# blake griffin : measurments not very impressive



## bootstrenf (May 24, 2006)

according to draftexpress, his official measurements:

height without shoes : 6'8.5"
height with shoes : 6'10"
weight : 248 lbs
wingspan : 6'11.25"
standing reach : 8'9"

link

not impressive, but not too dissappointing.....

i am dying to know his vertical.....from what i've seen, i would guess anywhere from 38" to 40"...


----------



## bootstrenf (May 24, 2006)

*Re: blake griffin : measurments not ver impressive*

hey qross, could you edit the title for me? i made a spelling error.......ver = very.....



thanks...


----------



## Chan Ho Nam (Jan 9, 2007)

*Re: blake griffin : measurments not ver impressive*

umm, i'm impressed, what part of it doesnt appeal? i guess his reach could be a bit higher


----------



## croco (Feb 14, 2005)

*Re: blake griffin : measurments not ver impressive*

What's not impressive about that ? 6'10 in shoes is actually taller than a lot of people expected.


----------



## bootstrenf (May 24, 2006)

*Re: blake griffin : measurments not ver impressive*



chairman5 said:


> umm, i'm impressed, what part of it doesnt appeal? i guess his reach could be a bit higher




like i said, i'm not too terribly dissappointed, but look at dejaun blair for example.....

6'5.25" without shoes, 6'6.5" with shoes, with a 7'2" wingspan and 8'10.5" reach.....

so blair is right around 3 inches shorter with or without shoes than griffin, yet his wingspan is 3 inches greater than griffin.....and he has griffin in reach by a little over 1 inch.....


i know that i am nitpicking here, but we are talking about the #1 overall pick....even the smallest details need to be considered and weighted properly before a final decision is reached by the clippers.....


and we are talking about the clippers here......they need all the help they can get when it comes to drafting.....

anyone remember olowokandi, livingston(he can still turn it around), korolev(we took him over granger), bo kimble, lancaster gordon, benoit benjamin, reggie williams, charles smith, leron ellis, randy woods, terry dehere, lamond murray, darius miles, melvin ely, and chris kaman????


some might argue that kaman isn't a bust, and they're right, but i just don't like him......he puts up good numbers when he plays.......but he is injury prone, and turns the ball over at the worst times......too passive, often goes for a finess move, when a dunk would be better.....just a very low BBall IQ....


----------



## Wade2Bosh (Mar 31, 2004)

*Re: blake griffin : measurments not ver impressive*

Not surprised by the wingspan and reach. You can tell by looking at him that he doesnt have that long of arms. But 6'10 in shoes and with the vert and athleticism he has, he certainly makes up for it.


----------



## HB (May 1, 2004)

*Re: blake griffin : measurments not ver impressive*

Nothing wrong with those measurements. He's 6'10 in shoes and almost has a 7 foot wingspan. Those arent even average measurements. You dont need a vert wth him either, cause you have seen what he does with in-game competition.


----------



## bootstrenf (May 24, 2006)

*Re: blake griffin : measurments not ver impressive*

the height doesn't bother me at all.....6'10" with shoes was basically the best we could ask for.....

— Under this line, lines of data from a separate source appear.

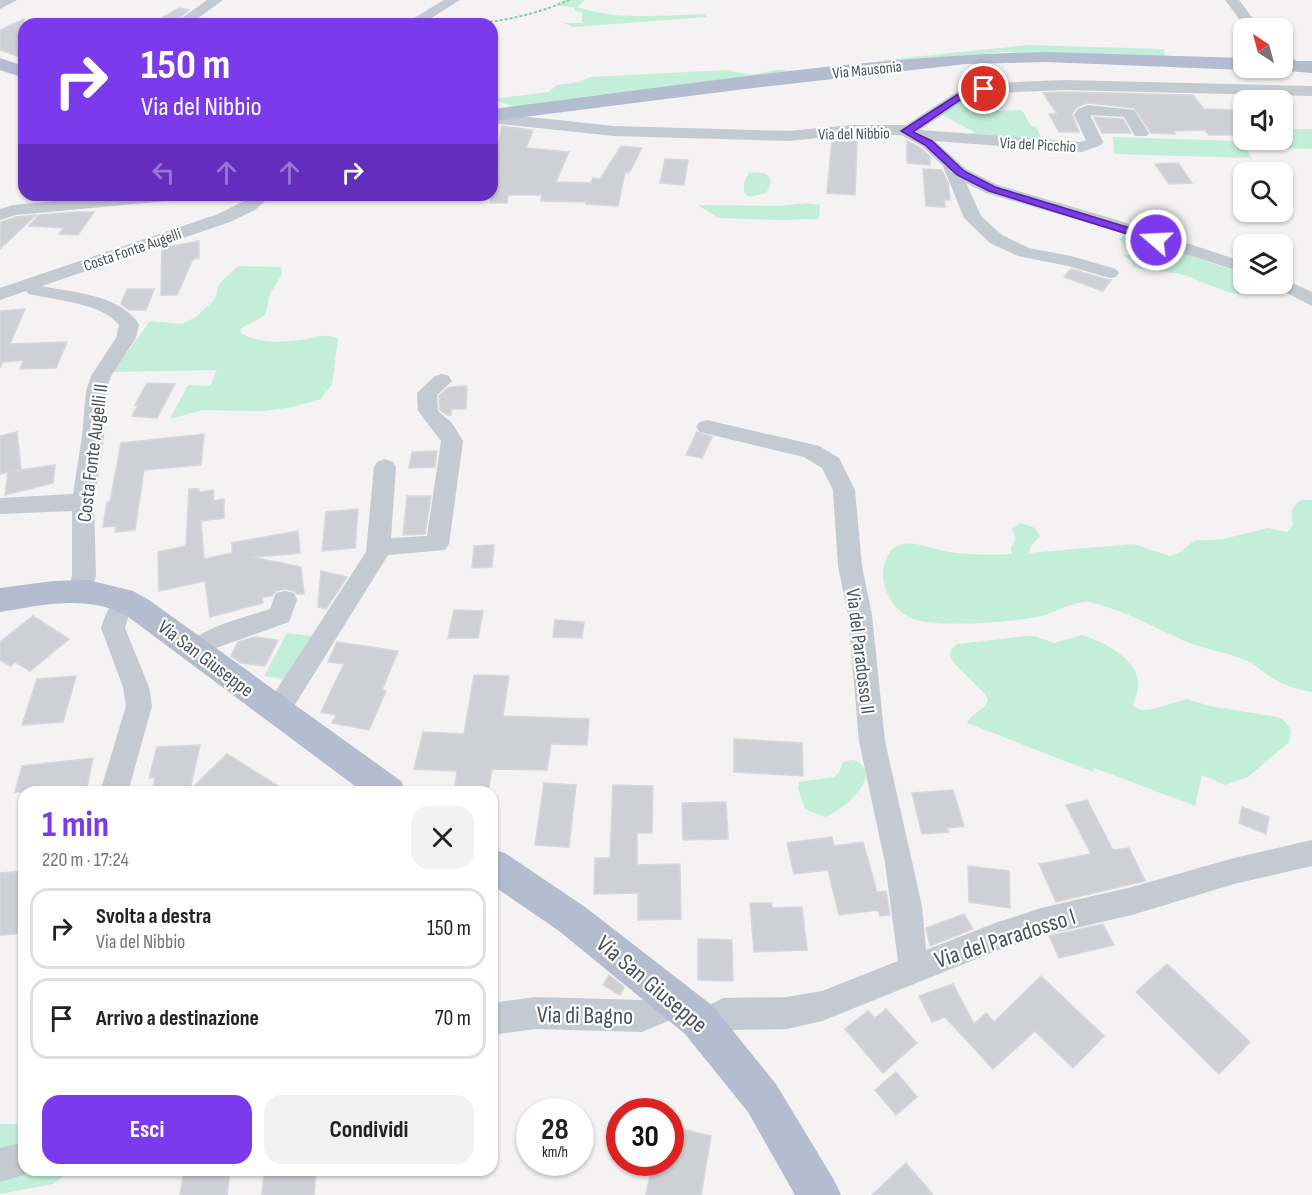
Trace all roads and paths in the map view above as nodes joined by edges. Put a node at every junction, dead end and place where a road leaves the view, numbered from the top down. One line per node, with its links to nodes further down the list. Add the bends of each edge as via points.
1 (10, 0): 6 (street)
2 (216, 0): 7 (street)
3 (453, 0): 8 (street)
4 (569, 0): 10 (path, via 520,18)
5 (1232, 0): 9 (street)
6 (0, 5)
7 (189, 18)
8 (423, 18)
9 (1246, 18)
10 (498, 20)
11 (0, 64): 13 (main road)
12 (1233, 64): 15 (main road, Via Mausonia, via 977,58 745,82)
13 (18, 70)
14 (1312, 91): 17 (street, Via del Nibbio, via 1064,85 984,89 963,94)
15 (498, 115)
16 (498, 117): 17 (street, Via del Nibbio, via 573,129 771,137 851,130)
17 (909, 133): 18 (street, Via del Picchio, via 1082,147 1095,142 1083,115 1088,110 1129,113); 19 (street, via 938,151)
18 (1141, 133)
19 (951, 166): 23 (street, via 1002,192); 24 (street, via 973,218 996,239 1024,252)
20 (111, 201): 22 (street, via 13,210)
21 (256, 201): 25 (street, Costa Fonte Augelli, via 240,212)
22 (0, 215)
23 (1233, 264)
24 (1110, 273)
25 (29, 284): 27 (street, Costa Fonte Augelli); 32 (street, Costa Fonte Augelli II, via 36,290 110,310 129,324 126,338 97,385)
26 (1293, 290): 28 (street)
27 (0, 294)
28 (1312, 300)
29 (442, 381): 34 (street, via 427,393 426,404 430,416 449,430 452,441 437,544)
30 (707, 427): 45 (street, Via del Paradosso II, via 817,454 831,463 844,490 850,566 861,615 872,741 899,863)
31 (386, 466): 34 (street)
32 (83, 502): 33 (street); 35 (street, Costa Fonte Augelli II, via 84,576)
33 (0, 506)
34 (379, 547): 40 (street)
35 (80, 591): 36 (main road, Via San Giuseppe); 38 (main road, Via San Giuseppe, via 106,593)
36 (0, 600)
37 (285, 600): 39 (street, via 280,615 207,641)
38 (128, 601): 39 (main road, Via San Giuseppe); 41 (street, via 113,628 136,687 139,706)
39 (196, 651): 40 (main road, Via San Giuseppe)
40 (277, 711): 42 (main road, Via San Giuseppe)
41 (116, 786)
42 (381, 786)
43 (1312, 853): 45 (street, Via del Paradosso I, via 1234,871 1132,902 1041,922)
44 (498, 869): 46 (main road, Via San Giuseppe, via 572,919)
45 (916, 968): 48 (street, Via del Paradosso I, via 822,1006 787,1012 723,1014)
46 (673, 998): 47 (street, Via di Bagno, via 662,1008 642,1016 535,1013); 48 (main road, Via San Giuseppe)
47 (498, 1018)
48 (703, 1025): 51 (main road, Via San Giuseppe, via 762,1098)
49 (18, 1160): 50 (street)
50 (0, 1165)
51 (819, 1195)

it is the wingspan measurement that seemed mediocre.....perhaps it will turn out to be a blessing....isn't it always the little guys with short arms and small hands that turn out to be the best shooters???

stever kerr, mark price, john stockton, etc......maybe blake will turn out to be a decent shooter for his position....


----------



## qross1fan (Dec 28, 2004)

His wingspan is the only part that kind of dissapoints me, but even then, just under 7 feet isn't bad. 

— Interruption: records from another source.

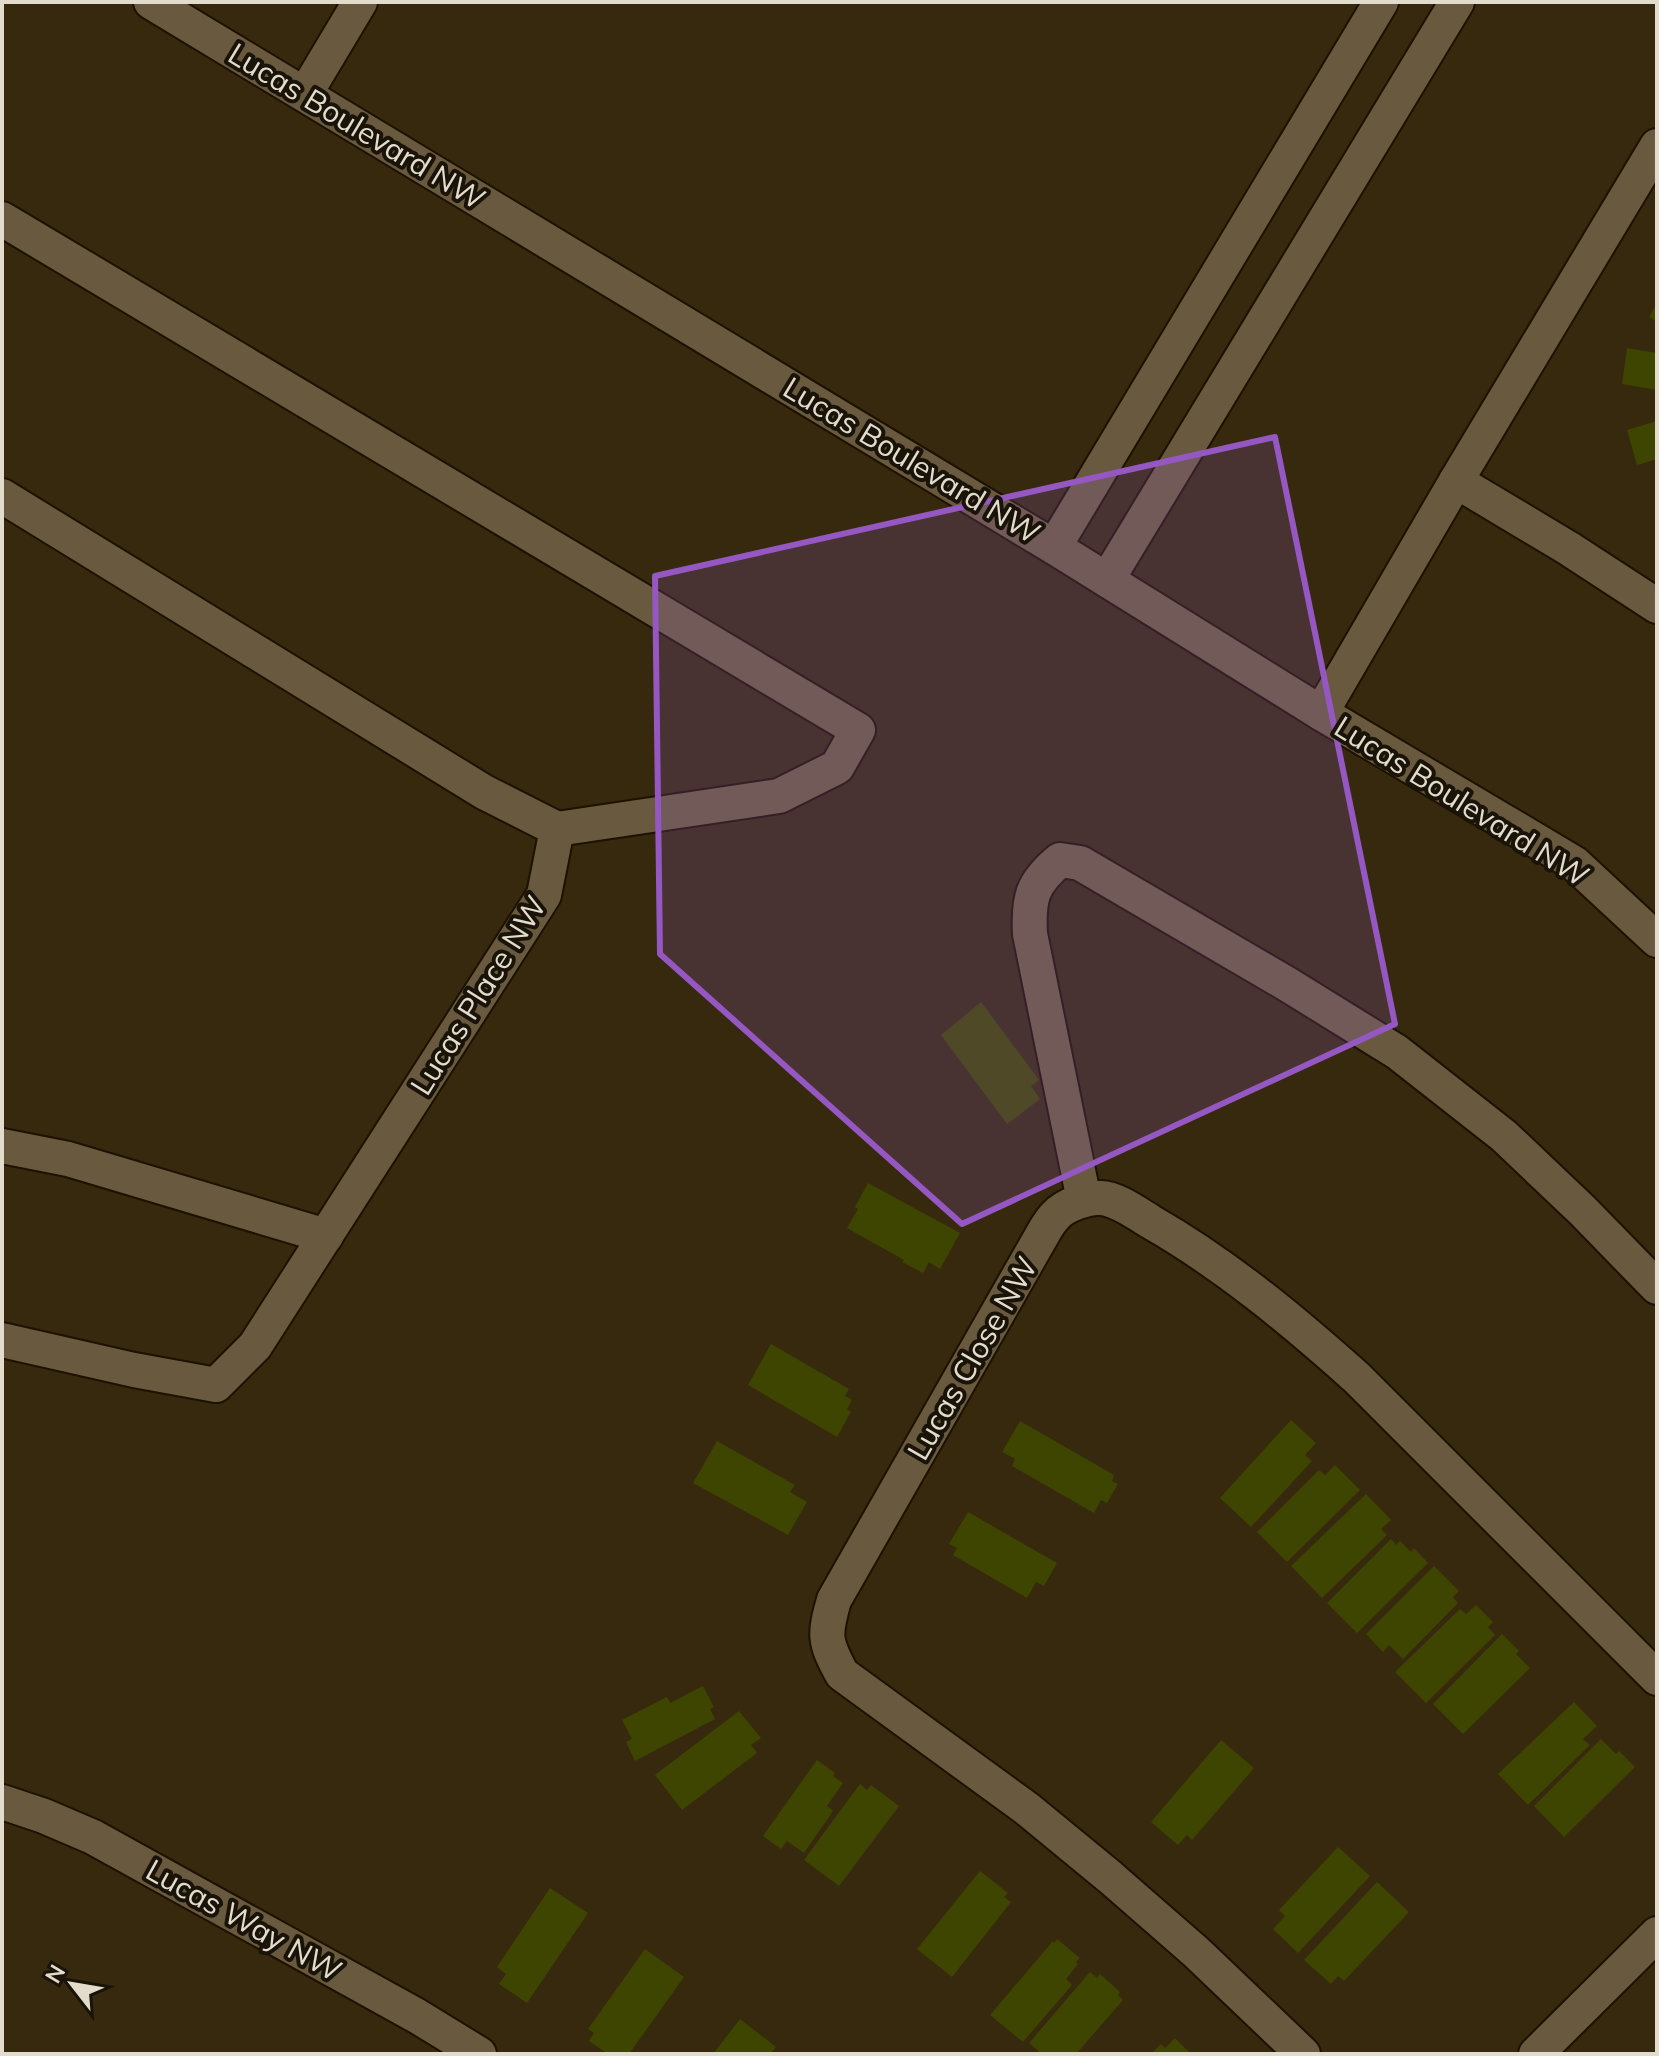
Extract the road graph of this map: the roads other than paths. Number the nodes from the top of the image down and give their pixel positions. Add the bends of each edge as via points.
1 (151, 2) edge
2 (360, 2) edge
3 (1381, 2) edge
4 (1457, 2) edge
5 (305, 94) junction
6 (1657, 146) edge
7 (2, 219) edge
8 (1456, 481) junction
9 (2, 496) edge
10 (1054, 547) junction
11 (1107, 580) junction
12 (1657, 606) edge
13 (1321, 713) junction
14 (557, 829) junction
15 (1657, 940) edge
16 (2, 1146) edge
17 (1084, 1200) junction
18 (326, 1236) junction
19 (1657, 1287) edge
20 (2, 1340) edge
21 (1657, 1678) edge
22 (2, 1802) edge
23 (1657, 1934) edge
24 (479, 2054) edge
25 (1303, 2054) edge
26 (1536, 2054) edge

1 - 5 street, Lucas Boulevard NW
2 - 5 street
3 - 10 street
4 - 11 street
5 - 10 street, Lucas Boulevard NW
6 - 8 street
7 - 14 street via 858,730 837,767 779,796
8 - 12 street
8 - 13 street
9 - 14 street via 484,792
10 - 11 street, Lucas Boulevard NW
11 - 13 street, Lucas Boulevard NW
13 - 15 street, Lucas Boulevard NW via 1574,863
14 - 18 street, Lucas Place NW via 544,895
16 - 18 street via 68,1159
17 - 19 street via 1030,934 1032,893 1060,860 1080,863 1397,1052 1504,1136
17 - 21 street via 1102,1198 1124,1206 1174,1235 1305,1332
17 - 25 street, Lucas Close NW via 1058,1212 1045,1230 834,1600 827,1624 828,1649 842,1674 1026,1808 1110,1877
18 - 20 street, Lucas Place NW via 255,1346 216,1385
22 - 24 street, Lucas Way NW via 93,1837
23 - 26 street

Regardless, I still believe we HAVE to pick him


----------



## matador1238 (May 3, 2006)

He is a PF so 6'10" is the average height. He is a power player, he can jump so that will make up for his short arms. I dont expect him to block many shots anyways. I think he will be a Karl Malone or Carlos Boozer type.


----------



## HB (May 1, 2004)

Actually 6'10 for PFs is NOT the average height, its the desired height. There are lots of players playing the 4 position that are below 6'10. Heck the Clippers dont have any body at the 4 spot over 6'10 right now.


----------



## qross1fan (Dec 28, 2004)

HB said:


> Actually 6'10 for PFs is NOT the average height, its the desired height. There are lots of players playing the 4 position that are below 6'10. Heck the Clippers dont have any body at the 4 spot over 6'10 right now.













I agree though, I'd say average PF height these days seems to be around 6'8/6'9


----------



## HB (May 1, 2004)

I thought Novak measured out at 6'9 at the combines?


----------



## bootstrenf (May 24, 2006)

matador1238 said:


> He is a PF so 6'10" is the average height. He is a power player, he can jump so that will make up for his short arms. I dont expect him to block many shots anyways. I think he will be a Karl Malone or Carlos Boozer type.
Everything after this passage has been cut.